THE TASK:
Every line of the entries that holds the word "strokeStyle" is to be copied.
--- SUPPLIED RECORDS Enclosed Below ---
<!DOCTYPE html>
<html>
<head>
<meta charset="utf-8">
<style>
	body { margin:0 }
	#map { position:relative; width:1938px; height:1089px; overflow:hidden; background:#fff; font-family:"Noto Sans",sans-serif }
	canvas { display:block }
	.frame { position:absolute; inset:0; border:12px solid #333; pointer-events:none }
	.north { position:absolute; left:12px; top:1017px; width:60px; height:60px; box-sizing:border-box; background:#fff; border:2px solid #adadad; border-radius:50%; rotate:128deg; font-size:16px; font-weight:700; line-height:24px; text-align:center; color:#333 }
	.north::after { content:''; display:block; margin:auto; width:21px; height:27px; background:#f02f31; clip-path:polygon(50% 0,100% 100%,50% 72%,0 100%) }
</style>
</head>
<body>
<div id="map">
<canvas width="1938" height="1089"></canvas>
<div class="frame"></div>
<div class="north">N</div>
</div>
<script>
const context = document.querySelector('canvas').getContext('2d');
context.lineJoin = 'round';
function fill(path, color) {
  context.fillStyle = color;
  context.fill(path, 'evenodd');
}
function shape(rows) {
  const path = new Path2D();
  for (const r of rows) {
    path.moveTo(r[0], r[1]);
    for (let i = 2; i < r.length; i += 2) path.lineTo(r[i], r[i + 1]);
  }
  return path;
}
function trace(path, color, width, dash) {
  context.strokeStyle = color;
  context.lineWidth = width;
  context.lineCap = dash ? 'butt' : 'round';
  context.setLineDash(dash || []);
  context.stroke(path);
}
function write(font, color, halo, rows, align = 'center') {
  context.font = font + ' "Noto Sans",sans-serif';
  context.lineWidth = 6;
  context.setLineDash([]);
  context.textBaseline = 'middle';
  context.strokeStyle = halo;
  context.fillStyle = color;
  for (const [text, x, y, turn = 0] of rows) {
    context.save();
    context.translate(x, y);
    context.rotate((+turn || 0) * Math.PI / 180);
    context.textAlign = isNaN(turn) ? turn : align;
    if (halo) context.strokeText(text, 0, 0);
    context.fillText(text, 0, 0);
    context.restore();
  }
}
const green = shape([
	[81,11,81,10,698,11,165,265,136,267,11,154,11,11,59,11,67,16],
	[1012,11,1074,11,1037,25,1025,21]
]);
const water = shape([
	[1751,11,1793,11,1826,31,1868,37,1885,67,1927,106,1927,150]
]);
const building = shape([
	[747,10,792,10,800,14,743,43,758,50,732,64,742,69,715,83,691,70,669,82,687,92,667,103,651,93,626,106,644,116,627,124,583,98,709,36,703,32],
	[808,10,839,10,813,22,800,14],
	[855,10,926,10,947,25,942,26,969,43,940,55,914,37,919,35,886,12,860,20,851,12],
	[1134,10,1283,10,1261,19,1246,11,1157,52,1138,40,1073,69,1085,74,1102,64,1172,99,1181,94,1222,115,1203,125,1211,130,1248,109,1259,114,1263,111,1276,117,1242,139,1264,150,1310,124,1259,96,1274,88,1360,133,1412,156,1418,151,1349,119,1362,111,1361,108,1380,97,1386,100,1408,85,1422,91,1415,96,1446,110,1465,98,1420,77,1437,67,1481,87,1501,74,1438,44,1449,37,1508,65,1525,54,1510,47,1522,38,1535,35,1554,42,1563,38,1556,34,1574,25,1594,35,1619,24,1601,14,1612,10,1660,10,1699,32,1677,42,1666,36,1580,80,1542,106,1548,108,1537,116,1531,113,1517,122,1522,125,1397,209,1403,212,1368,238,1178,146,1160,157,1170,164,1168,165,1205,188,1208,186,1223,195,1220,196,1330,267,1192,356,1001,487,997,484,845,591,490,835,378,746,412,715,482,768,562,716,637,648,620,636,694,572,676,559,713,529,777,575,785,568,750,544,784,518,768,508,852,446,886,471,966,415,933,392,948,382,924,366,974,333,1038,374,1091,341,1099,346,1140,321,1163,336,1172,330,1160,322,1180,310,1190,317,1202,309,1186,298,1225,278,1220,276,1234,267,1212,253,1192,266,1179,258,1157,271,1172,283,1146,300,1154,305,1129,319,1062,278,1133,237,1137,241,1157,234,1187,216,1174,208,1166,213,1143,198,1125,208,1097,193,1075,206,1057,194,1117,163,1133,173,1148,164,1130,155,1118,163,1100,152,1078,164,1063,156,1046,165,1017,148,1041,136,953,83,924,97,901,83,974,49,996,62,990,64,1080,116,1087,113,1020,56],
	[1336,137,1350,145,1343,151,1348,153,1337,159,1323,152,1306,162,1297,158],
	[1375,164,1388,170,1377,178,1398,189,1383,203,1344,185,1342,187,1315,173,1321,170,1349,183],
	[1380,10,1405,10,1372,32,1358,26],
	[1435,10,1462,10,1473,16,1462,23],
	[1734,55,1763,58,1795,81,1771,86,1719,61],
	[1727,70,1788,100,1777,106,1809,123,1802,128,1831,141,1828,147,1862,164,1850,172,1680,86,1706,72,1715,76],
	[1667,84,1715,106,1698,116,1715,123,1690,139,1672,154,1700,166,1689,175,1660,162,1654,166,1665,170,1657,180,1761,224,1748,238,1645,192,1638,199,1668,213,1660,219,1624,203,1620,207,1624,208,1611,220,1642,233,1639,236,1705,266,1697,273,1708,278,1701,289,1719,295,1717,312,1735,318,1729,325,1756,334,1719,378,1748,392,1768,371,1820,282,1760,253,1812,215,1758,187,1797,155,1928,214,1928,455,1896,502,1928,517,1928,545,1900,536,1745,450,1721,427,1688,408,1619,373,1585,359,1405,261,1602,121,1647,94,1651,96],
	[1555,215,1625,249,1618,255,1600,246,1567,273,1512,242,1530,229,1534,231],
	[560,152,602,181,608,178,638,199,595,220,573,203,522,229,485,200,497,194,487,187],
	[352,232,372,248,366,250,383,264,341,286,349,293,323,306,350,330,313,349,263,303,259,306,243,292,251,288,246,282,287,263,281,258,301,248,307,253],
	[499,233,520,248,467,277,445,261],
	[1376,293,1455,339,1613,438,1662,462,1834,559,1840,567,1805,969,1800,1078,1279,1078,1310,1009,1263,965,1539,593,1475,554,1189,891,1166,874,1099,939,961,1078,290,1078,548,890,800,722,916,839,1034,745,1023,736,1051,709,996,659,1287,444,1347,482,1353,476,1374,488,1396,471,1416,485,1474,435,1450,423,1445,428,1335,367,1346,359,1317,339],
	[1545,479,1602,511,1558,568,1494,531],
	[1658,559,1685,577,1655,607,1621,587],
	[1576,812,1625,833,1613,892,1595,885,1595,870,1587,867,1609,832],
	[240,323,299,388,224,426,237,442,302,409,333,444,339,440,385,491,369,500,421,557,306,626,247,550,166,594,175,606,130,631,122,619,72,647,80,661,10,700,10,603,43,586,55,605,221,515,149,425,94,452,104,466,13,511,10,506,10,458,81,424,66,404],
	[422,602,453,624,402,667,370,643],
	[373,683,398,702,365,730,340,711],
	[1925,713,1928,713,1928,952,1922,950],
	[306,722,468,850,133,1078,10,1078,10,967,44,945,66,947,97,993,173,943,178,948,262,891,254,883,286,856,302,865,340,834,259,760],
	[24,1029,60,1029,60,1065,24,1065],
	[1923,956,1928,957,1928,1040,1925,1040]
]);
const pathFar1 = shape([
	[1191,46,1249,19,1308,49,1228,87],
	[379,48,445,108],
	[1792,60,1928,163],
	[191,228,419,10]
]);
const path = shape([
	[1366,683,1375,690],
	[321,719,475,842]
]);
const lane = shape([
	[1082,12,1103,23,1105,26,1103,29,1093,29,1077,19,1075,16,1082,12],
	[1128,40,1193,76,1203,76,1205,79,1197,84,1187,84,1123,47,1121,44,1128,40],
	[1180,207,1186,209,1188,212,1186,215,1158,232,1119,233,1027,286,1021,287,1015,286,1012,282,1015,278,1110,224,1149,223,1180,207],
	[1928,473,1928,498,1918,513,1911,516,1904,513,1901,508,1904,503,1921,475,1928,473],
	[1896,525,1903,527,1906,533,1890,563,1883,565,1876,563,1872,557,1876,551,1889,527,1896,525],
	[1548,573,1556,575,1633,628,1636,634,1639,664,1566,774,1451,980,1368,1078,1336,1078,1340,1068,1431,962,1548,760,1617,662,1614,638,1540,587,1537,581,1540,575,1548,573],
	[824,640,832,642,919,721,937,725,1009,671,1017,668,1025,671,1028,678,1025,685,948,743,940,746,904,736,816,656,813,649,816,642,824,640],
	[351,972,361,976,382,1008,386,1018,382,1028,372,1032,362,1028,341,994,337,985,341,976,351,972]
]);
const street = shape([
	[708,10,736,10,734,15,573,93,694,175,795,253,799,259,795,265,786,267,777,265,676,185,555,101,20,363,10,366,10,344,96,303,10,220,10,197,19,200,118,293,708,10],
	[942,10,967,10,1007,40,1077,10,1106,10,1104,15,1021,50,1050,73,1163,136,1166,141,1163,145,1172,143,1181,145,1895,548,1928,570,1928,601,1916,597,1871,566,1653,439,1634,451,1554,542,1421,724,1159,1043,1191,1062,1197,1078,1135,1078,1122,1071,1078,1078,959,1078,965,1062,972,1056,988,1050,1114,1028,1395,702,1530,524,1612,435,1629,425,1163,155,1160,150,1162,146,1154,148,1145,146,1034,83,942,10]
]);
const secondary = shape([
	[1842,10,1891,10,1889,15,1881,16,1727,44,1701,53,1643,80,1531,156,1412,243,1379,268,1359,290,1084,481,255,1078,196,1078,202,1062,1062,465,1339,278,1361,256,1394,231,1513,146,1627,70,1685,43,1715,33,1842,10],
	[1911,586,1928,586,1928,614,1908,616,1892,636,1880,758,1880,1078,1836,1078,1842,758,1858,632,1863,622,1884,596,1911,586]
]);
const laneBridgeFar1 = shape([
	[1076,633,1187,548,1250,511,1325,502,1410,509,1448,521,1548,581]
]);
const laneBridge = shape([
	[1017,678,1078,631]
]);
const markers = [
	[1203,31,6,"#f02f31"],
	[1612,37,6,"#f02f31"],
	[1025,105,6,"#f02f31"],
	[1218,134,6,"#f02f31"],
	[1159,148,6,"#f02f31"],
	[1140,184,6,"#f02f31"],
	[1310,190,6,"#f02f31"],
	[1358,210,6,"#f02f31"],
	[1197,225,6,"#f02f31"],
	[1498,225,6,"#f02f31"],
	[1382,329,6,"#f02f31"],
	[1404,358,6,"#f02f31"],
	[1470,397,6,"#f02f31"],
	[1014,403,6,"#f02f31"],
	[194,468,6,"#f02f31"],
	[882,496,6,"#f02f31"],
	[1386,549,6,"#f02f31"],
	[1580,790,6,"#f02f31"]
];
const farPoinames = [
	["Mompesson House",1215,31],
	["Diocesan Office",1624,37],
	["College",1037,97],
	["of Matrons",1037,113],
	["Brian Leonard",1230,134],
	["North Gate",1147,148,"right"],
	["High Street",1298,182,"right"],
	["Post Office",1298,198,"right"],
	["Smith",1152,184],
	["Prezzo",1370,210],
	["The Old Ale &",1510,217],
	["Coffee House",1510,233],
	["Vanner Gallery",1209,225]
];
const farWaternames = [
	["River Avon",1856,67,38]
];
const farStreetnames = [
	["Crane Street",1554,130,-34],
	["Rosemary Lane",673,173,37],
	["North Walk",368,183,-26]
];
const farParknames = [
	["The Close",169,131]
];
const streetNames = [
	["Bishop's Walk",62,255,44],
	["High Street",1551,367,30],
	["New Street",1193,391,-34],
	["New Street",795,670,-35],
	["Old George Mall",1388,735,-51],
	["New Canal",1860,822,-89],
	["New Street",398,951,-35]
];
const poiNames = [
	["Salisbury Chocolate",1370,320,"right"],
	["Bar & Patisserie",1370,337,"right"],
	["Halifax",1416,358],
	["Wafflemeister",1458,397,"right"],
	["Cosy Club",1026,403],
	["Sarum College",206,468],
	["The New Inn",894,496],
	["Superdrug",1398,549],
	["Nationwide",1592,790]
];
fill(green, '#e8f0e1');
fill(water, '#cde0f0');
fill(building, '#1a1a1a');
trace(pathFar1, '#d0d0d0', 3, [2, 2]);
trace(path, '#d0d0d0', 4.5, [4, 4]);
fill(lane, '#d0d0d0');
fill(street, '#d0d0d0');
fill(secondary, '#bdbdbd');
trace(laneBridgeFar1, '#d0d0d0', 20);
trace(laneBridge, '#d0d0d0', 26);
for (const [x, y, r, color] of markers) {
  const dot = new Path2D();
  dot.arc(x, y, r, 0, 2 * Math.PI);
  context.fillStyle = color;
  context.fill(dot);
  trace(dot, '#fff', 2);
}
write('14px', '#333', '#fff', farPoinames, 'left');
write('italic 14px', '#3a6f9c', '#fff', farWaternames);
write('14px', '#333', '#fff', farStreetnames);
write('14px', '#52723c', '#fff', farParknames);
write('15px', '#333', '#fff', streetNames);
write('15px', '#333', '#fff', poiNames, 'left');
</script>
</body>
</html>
--- End of Enclosed SUPPLIED RECORDS ---
RESPONSE AREA:
  context.strokeStyle = color;
  context.strokeStyle = halo;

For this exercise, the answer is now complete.